NOAILLES, MOHAMED E A PAZ


Domingo foi um dia de silêncio interior. Enquanto a cidade lá embaixo fervia, me preparei para uma semana intensa.
Voltei a Noailles, que se tornou minha rota do coração.

Vi a concentração das manifestações contra o genocídio em Gaza, que se encerraram com grupos musicais espalhando som e vida na praça do Vieux-Port.
Olhei para todas aquelas pessoas reunidas e não tive ânimo de fotografar — parecia-me invasivo.

Pensei na força regeneradora dessa gente — turcos, marroquinos, comorenses, africanos, mouros e cristãos, bantos e sudaneses — e em como, juntos, expiam suas dores. Essa linguagem de resistência e esperança é universal.
E de quanto toda essa gente busca somente a paz.

E havia música!
No porto, uma instalação artística me arrebatou: um grande espelho suspenso refletindo o céu e a cidade, e, sob ele, uma rede de girassóis em homenagem a Van Gogh. Desde que cheguei, ela me fascina. Ainda não descobri o autor, mas a obra já me pertence no coração.

Fiz uma foto de mim ali.
Depois, deixei a praça, leve pela música e pelo baile. A vida segue seu curso — como o rio, inevitavelmente, encontra o mar.


Alicio Charoth

NOAILLES, MOHAMED ET LA PAIX

« Paix pour une terre qui a été créée pour la paix et qui n’a jamais connu un seul jour de paix. » — Mahmoud Darwish

Dimanche a été une journée de silence intérieur. Pendant que la ville en bas bouillonnait, je me préparais pour une semaine intense.
Je suis retourné à Noailles, qui est devenue ma route du cœur.

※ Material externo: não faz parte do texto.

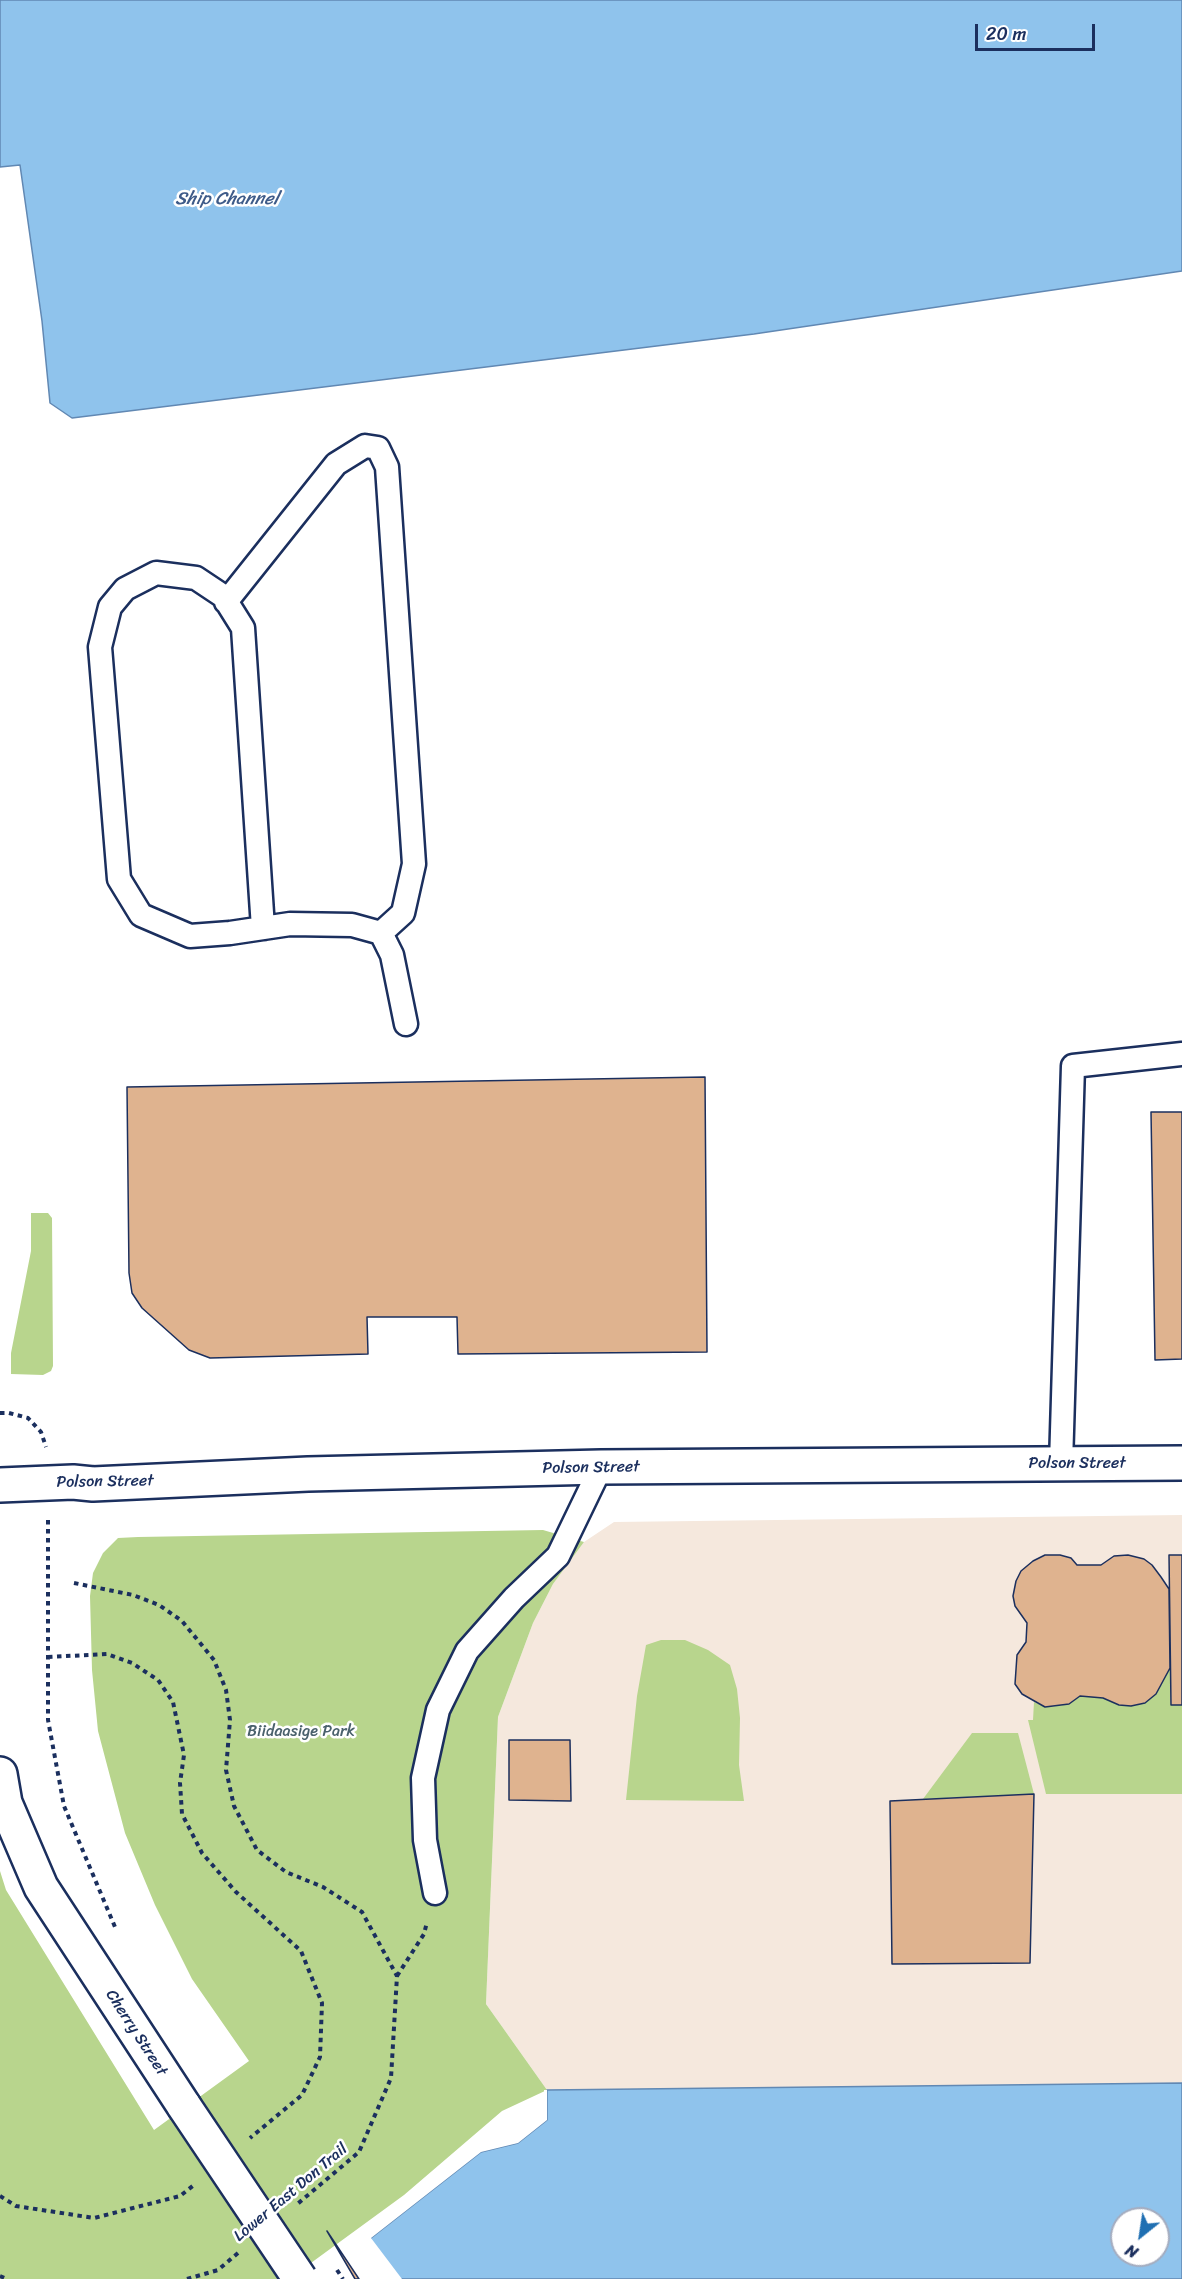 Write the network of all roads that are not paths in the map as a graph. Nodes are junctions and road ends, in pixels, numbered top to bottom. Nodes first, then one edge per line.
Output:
1 (226, 602) junction
2 (263, 928) junction
3 (381, 933) junction
4 (406, 1024) dead end
5 (1182, 1054) edge
6 (1182, 1463) edge
7 (1061, 1464) junction
8 (601, 1467) junction
9 (0, 1485) edge
10 (0, 1774) edge
11 (435, 1893) road end
12 (300, 2279) edge

1 - 2 lane
1 - 2 lane
1 - 3 lane
2 - 3 lane
3 - 4 lane
5 - 7 lane
6 - 7 street, Polson Street
7 - 8 street, Polson Street
8 - 9 street, Polson Street
8 - 11 lane
10 - 12 street, Cherry Street, bridge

J’ai vu le rassemblement des manifestations contre le génocide à Gaza, qui s’est terminé avec des groupes musicaux diffusant sons et vie sur la place du Vieux-Port.
J’ai regardé toutes ces personnes réunies et je n’ai pas eu le courage de photographier — cela m’a semblé invasif.

J’ai pensé à la force régénératrice de ces gens — Turcs, Marocains, Comoriens, Africains, Maures et Chrétiens, Bantous et Soudanais — et à la manière dont, ensemble, ils expient leurs douleurs. Ce langage de résistance et d’espérance est universel.
Et à quel point tous ces gens ne cherchent qu’une seule chose : la paix.

Et il y avait de la musique !
Au port, une installation artistique m’a subjugué : un grand miroir suspendu reflétant le ciel et la ville, et dessous, un filet rempli de tournesols en hommage à Van Gogh. Depuis mon arrivée, elle me fascine. Je n’en connais pas encore l’auteur, mais l’œuvre m’appartient déjà au cœur.

J’ai pris une photo de moi à cet endroit.
Puis, j’ai quitté la place, léger grâce à la musique et à la danse. La vie suit son cours — comme le fleuve qui, inévitablement, rejoint la mer.